Procrastinemos com classe. Sempre.
Com carinho,
Ana Rüsche
Opiniões fortes
A internet é o país das opiniões fortes. A opinião forte é uma das formas da propulsão de posts. Assim como um veleiro pode se locomover a motor ou a vela, uma postagem pode se locomover na base da fofoca, do humor, do furo jornalístico ou da opinião forte, entre outras possibilidades. E uma das formas de mostrar opiniões fortes é fabricar a coerência. A indignação com lógica.

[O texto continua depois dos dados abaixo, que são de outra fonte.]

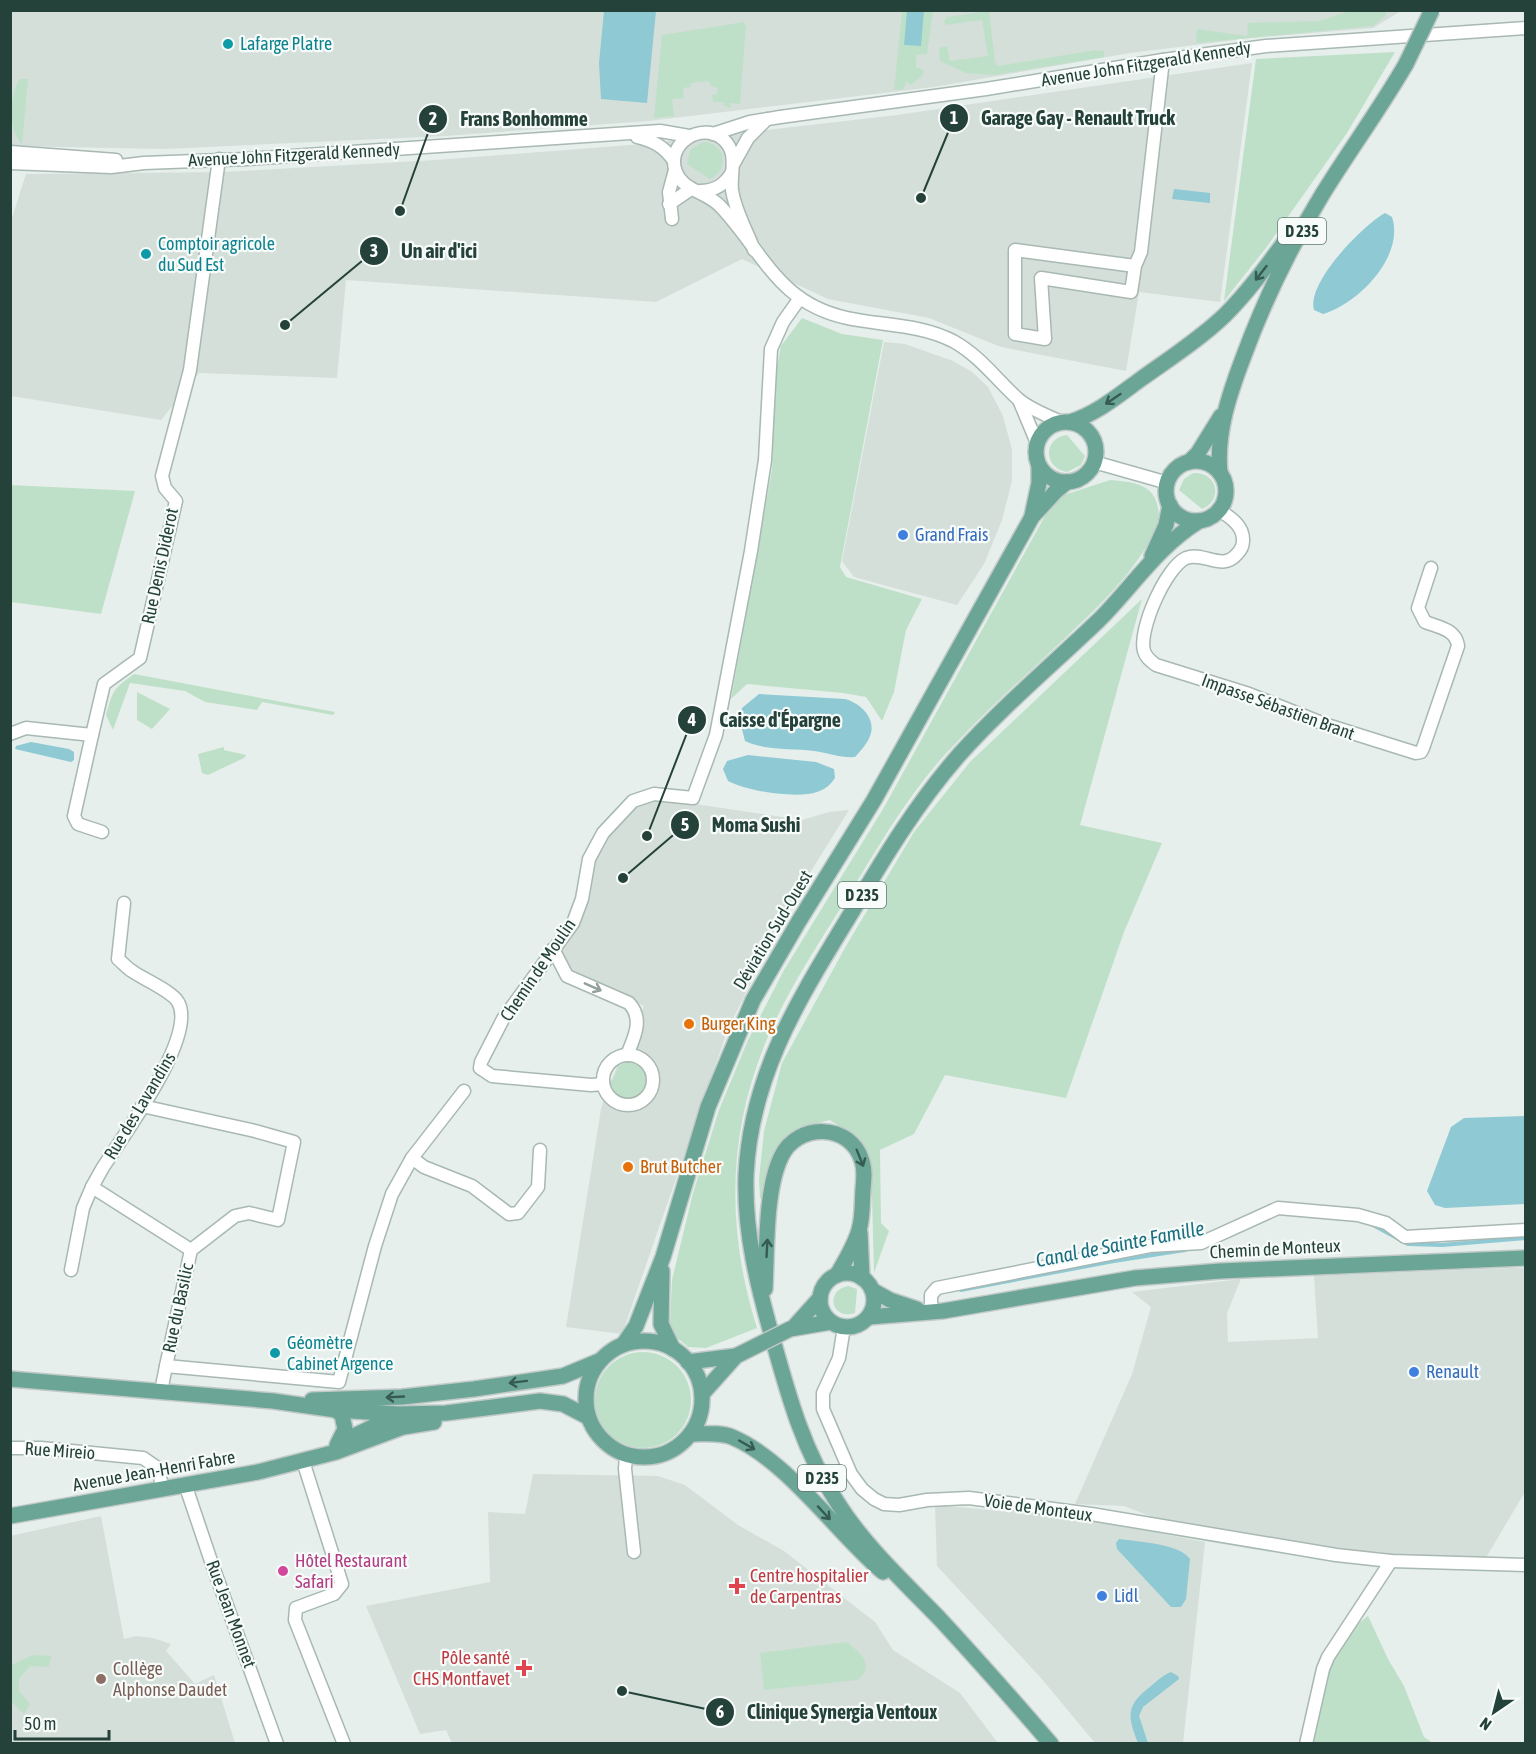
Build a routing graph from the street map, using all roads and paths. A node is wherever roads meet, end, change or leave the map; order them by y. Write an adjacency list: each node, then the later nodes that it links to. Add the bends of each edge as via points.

Mas como ser coerente na América Latina? Onde a gente não sabe se está com cansaço, com labirintite ou com dengue? Onde a mentira estrutura cadeias inteiras de pensamento muito bem financiadas? Onde fingir estar de acordo é a norma, onde só a fofoca salva. A coerência? Mandou beijos.
Dessa forma, tentei elaborar duas opiniões fortes. Como são fabricadas, vão se mostrar muito coerentes, ao ponto de você não conseguir discordar de mim ao final (mentira).
Já faço o convite para você colaborar com outras opiniões injustas ou coerentes nos comentários. Afinal, a internet é o país das opiniões. Principalmente das impensadas. Assim, bora jogar o jogo.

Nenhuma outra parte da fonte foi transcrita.